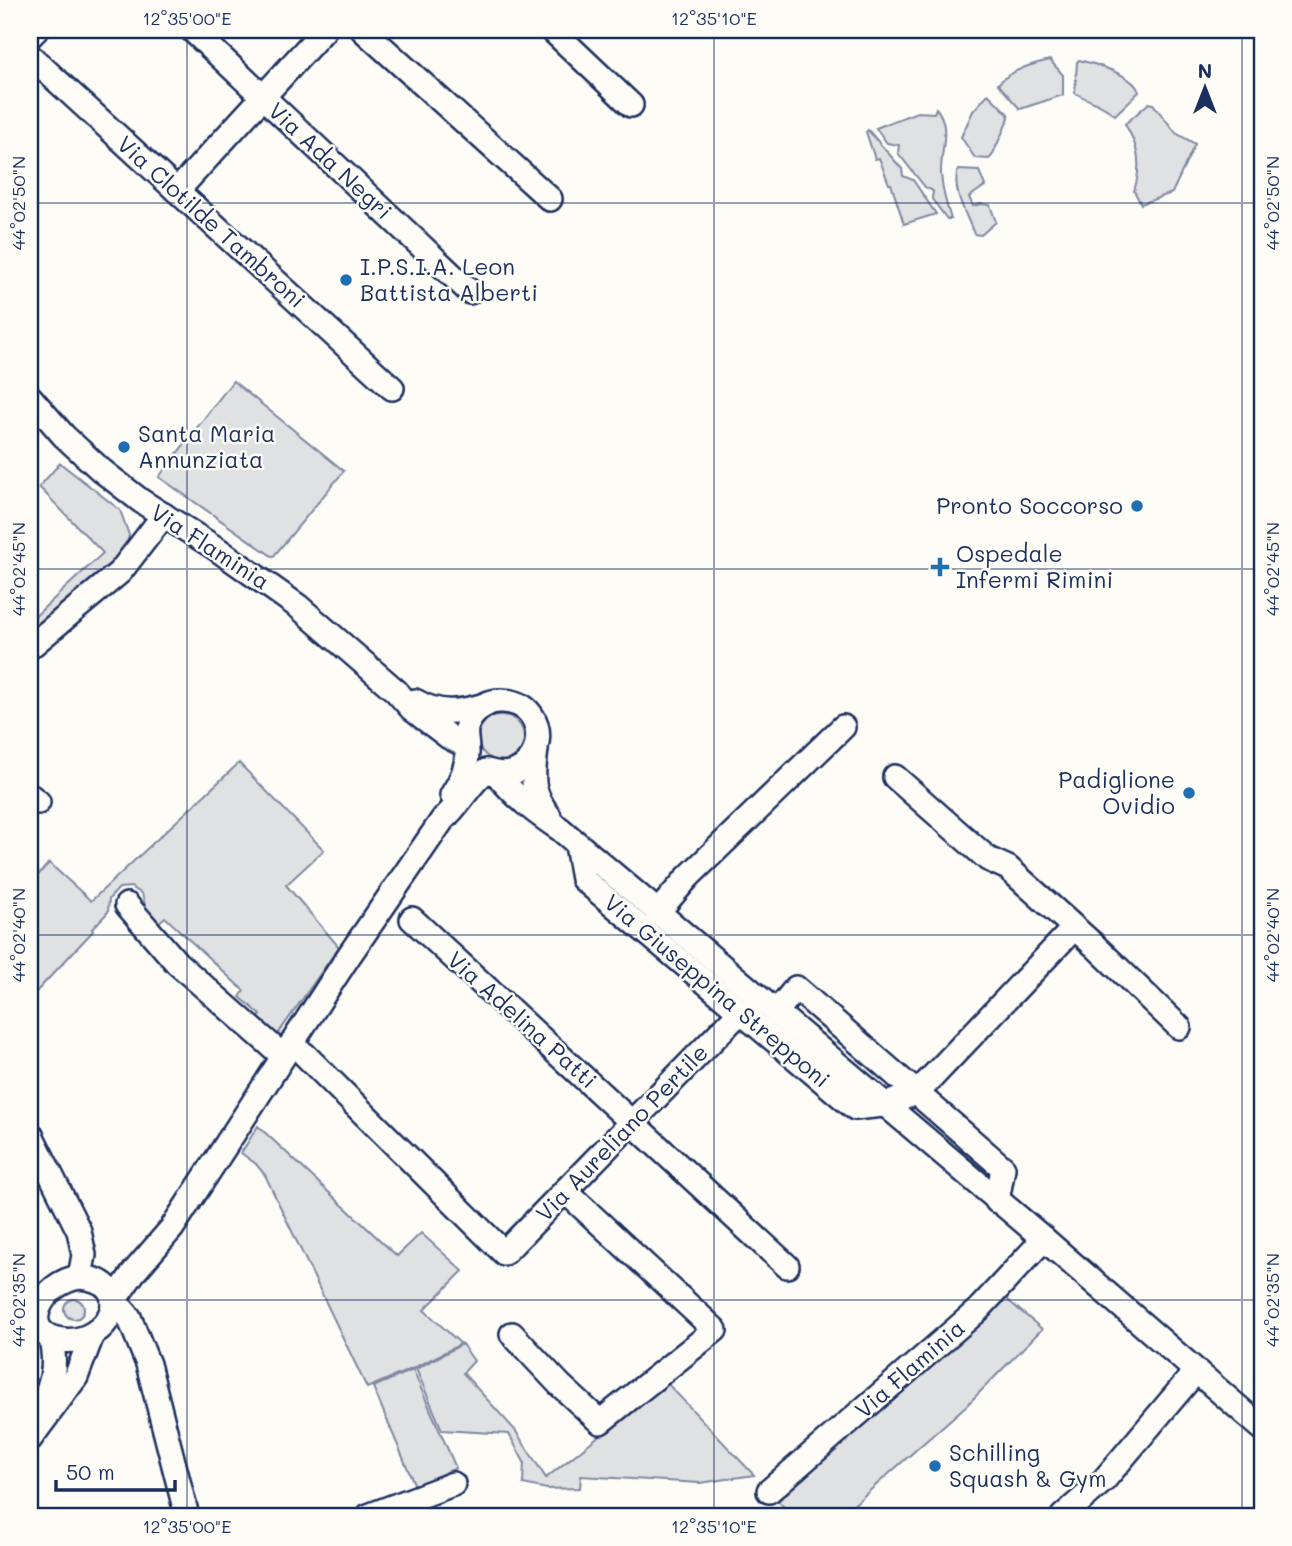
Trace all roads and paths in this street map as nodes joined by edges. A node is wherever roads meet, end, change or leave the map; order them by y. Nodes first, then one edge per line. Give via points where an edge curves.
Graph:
1 (36, 30) edge
2 (192, 30) edge
3 (324, 30) edge
4 (363, 30) edge
5 (551, 30) edge
6 (30, 36) edge
7 (30, 57) edge
8 (261, 97) junction
9 (631, 105) dead end
10 (177, 191) junction
11 (550, 199) dead end
12 (470, 292) dead end
13 (392, 388) dead end
14 (30, 397) edge
15 (164, 515) junction
16 (30, 647) edge
17 (396, 691) junction
18 (485, 705) junction
19 (843, 727) dead end
20 (466, 749) junction
21 (536, 750) junction
22 (491, 772) junction
23 (895, 777) dead end
24 (443, 819) junction
25 (560, 829) junction
26 (577, 845) junction
27 (127, 905) dead end
28 (657, 913) junction
29 (412, 919) dead end
30 (1074, 928) junction
31 (740, 1012) junction
32 (776, 1012) junction
33 (1179, 1027) dead end
34 (294, 1055) junction
35 (916, 1093) junction
36 (883, 1105) junction
37 (632, 1121) junction
38 (30, 1133) edge
39 (565, 1191) junction
40 (998, 1201) junction
41 (79, 1231) junction
42 (1044, 1239) junction
43 (787, 1266) dead end
44 (80, 1278) junction
45 (109, 1294) junction
46 (96, 1332) junction
47 (512, 1334) dead end
48 (51, 1339) junction
49 (144, 1351) junction
50 (1196, 1371) junction
51 (1262, 1428) edge
52 (30, 1437) edge
53 (453, 1484) dead end
54 (769, 1491) dead end
55 (187, 1516) edge
56 (368, 1516) edge
57 (1063, 1516) edge

1 - 6 street
2 - 8 street, Via Ada Negri
3 - 8 street
4 - 11 street
5 - 9 street
7 - 10 street, Via Clotilde Tambroni
8 - 10 street
8 - 12 street, Via Ada Negri
10 - 13 street, Via Clotilde Tambroni
14 - 15 street, Via Flaminia via 101,470
15 - 16 street via 120,572
15 - 17 street, Via Flaminia via 299,607
17 - 18 street, Via Flaminia via 445,712
17 - 20 street, Via Flaminia via 412,709
18 - 20 street via 471,717
18 - 21 street via 503,701 524,708 537,729
19 - 28 street via 688,877
20 - 22 street via 478,766
20 - 24 street via 459,784 444,807
21 - 22 street via 525,766 507,774
21 - 25 street via 534,790
22 - 24 street via 468,787
22 - 25 street
23 - 30 street via 988,859 1008,867
24 - 34 street via 375,916
25 - 26 street
26 - 28 street
26 - 31 street, Via Giuseppina Strepponi via 583,879
27 - 34 street via 177,962
28 - 32 street
29 - 37 street, Via Adelina Patti
30 - 33 street
30 - 35 street
31 - 36 street, Via Giuseppina Strepponi via 855,1108
31 - 37 street, Via Aureliano Pertile
32 - 35 street via 796,988
32 - 36 street
34 - 39 street, Via Aureliano Pertile via 504,1254
34 - 45 street via 172,1228
35 - 36 street
35 - 40 street via 1003,1168
36 - 40 street
37 - 39 street, Via Aureliano Pertile
37 - 43 street, Via Adelina Patti
38 - 41 street
39 - 47 street via 715,1330 600,1422
40 - 42 street
41 - 44 street via 84,1255
41 - 45 street via 91,1246
42 - 50 street
42 - 54 street, Via Flaminia via 978,1310
44 - 45 street
44 - 48 street via 57,1284 38,1309 41,1332
45 - 46 street
45 - 49 street via 130,1317
46 - 48 street via 66,1341
46 - 49 street via 126,1336
46 - 52 street via 76,1377
48 - 52 street via 53,1379
49 - 55 street
50 - 51 street
50 - 57 street via 1104,1480
53 - 56 street

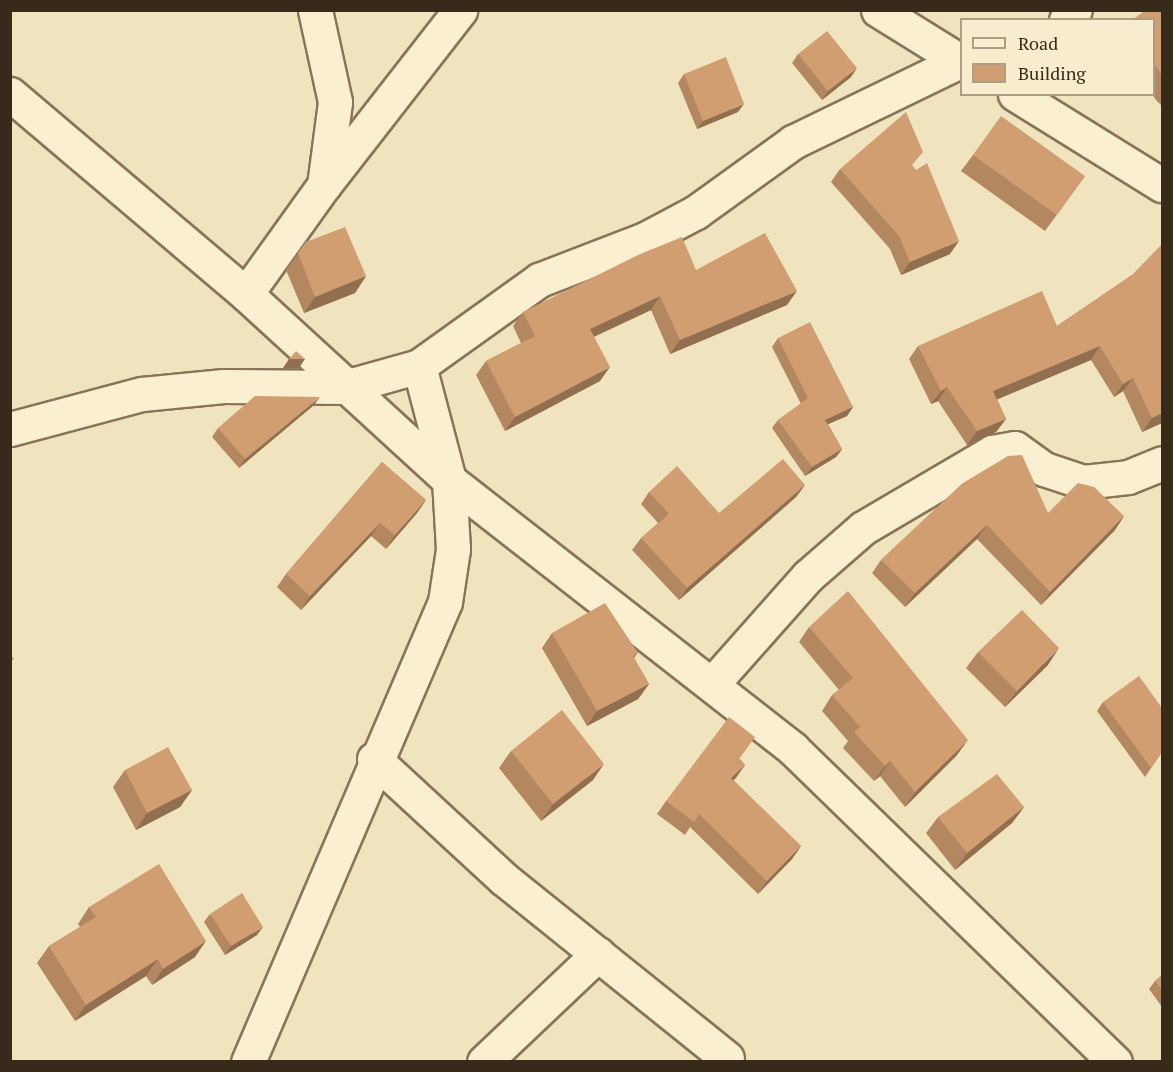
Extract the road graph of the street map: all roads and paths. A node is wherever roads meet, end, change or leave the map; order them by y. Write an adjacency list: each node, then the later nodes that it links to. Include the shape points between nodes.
1 (315, 10): 8 (street, via 335,102)
2 (460, 10): 8 (street)
3 (878, 10): 4 (street)
4 (960, 60)
5 (960, 61): 11 (street, via 793,142 696,212 645,239 539,280)
6 (10, 94): 10 (street)
7 (1018, 96): 9 (street)
8 (324, 185): 10 (street)
9 (1162, 185)
10 (246, 294): 12 (street)
11 (419, 366): 12 (street); 15 (street)
12 (345, 387): 13 (street, via 224,386 142,394); 15 (street)
13 (10, 429)
14 (1162, 462): 16 (street, via 1128,477 1083,482 1044,468 1015,447 992,453 863,528 808,576)
15 (449, 480): 16 (street); 17 (street, via 453,549 445,602 429,651)
16 (713, 683): 22 (street, via 793,749)
17 (374, 759): 18 (street, via 504,879); 20 (street)
18 (598, 954): 19 (street); 21 (street)
19 (727, 1058)
20 (248, 1062)
21 (484, 1062)
22 (1115, 1062)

# [WHAT THE EXERCISE ASKS]
From the lines above, copy those that contain the word "Flaminia".

# [ANSWER FOR THIS EXERCISE]
14 - 15 street, Via Flaminia via 101,470
15 - 17 street, Via Flaminia via 299,607
17 - 18 street, Via Flaminia via 445,712
17 - 20 street, Via Flaminia via 412,709
42 - 54 street, Via Flaminia via 978,1310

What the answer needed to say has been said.